DATA FOR PROCESSING -

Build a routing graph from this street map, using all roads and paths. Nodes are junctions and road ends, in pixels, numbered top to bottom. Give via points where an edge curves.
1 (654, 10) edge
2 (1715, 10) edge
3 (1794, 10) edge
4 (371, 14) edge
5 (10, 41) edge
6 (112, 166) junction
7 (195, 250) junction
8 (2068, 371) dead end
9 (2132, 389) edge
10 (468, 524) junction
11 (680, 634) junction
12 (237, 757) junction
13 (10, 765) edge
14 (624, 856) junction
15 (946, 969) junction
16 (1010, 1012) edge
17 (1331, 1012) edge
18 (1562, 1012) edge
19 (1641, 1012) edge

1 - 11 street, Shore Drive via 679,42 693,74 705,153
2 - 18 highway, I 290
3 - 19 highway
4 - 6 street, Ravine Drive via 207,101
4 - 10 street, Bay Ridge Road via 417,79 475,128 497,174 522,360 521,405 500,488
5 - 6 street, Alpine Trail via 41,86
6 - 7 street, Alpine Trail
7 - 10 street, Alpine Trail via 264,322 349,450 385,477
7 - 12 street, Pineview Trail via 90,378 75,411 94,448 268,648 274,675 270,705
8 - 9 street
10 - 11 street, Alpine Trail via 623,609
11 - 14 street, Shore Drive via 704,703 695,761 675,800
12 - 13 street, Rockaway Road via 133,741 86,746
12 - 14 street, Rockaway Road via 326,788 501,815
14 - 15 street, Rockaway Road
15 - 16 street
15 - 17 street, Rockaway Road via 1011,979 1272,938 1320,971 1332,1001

AIM OF THE EXERCISE - Your reply should hold all the entries, each repeated without a single change.

WORKED SOLUTION -
Build a routing graph from this street map, using all roads and paths. Nodes are junctions and road ends, in pixels, numbered top to bottom. Give via points where an edge curves.
1 (654, 10) edge
2 (1715, 10) edge
3 (1794, 10) edge
4 (371, 14) edge
5 (10, 41) edge
6 (112, 166) junction
7 (195, 250) junction
8 (2068, 371) dead end
9 (2132, 389) edge
10 (468, 524) junction
11 (680, 634) junction
12 (237, 757) junction
13 (10, 765) edge
14 (624, 856) junction
15 (946, 969) junction
16 (1010, 1012) edge
17 (1331, 1012) edge
18 (1562, 1012) edge
19 (1641, 1012) edge

1 - 11 street, Shore Drive via 679,42 693,74 705,153
2 - 18 highway, I 290
3 - 19 highway
4 - 6 street, Ravine Drive via 207,101
4 - 10 street, Bay Ridge Road via 417,79 475,128 497,174 522,360 521,405 500,488
5 - 6 street, Alpine Trail via 41,86
6 - 7 street, Alpine Trail
7 - 10 street, Alpine Trail via 264,322 349,450 385,477
7 - 12 street, Pineview Trail via 90,378 75,411 94,448 268,648 274,675 270,705
8 - 9 street
10 - 11 street, Alpine Trail via 623,609
11 - 14 street, Shore Drive via 704,703 695,761 675,800
12 - 13 street, Rockaway Road via 133,741 86,746
12 - 14 street, Rockaway Road via 326,788 501,815
14 - 15 street, Rockaway Road
15 - 16 street
15 - 17 street, Rockaway Road via 1011,979 1272,938 1320,971 1332,1001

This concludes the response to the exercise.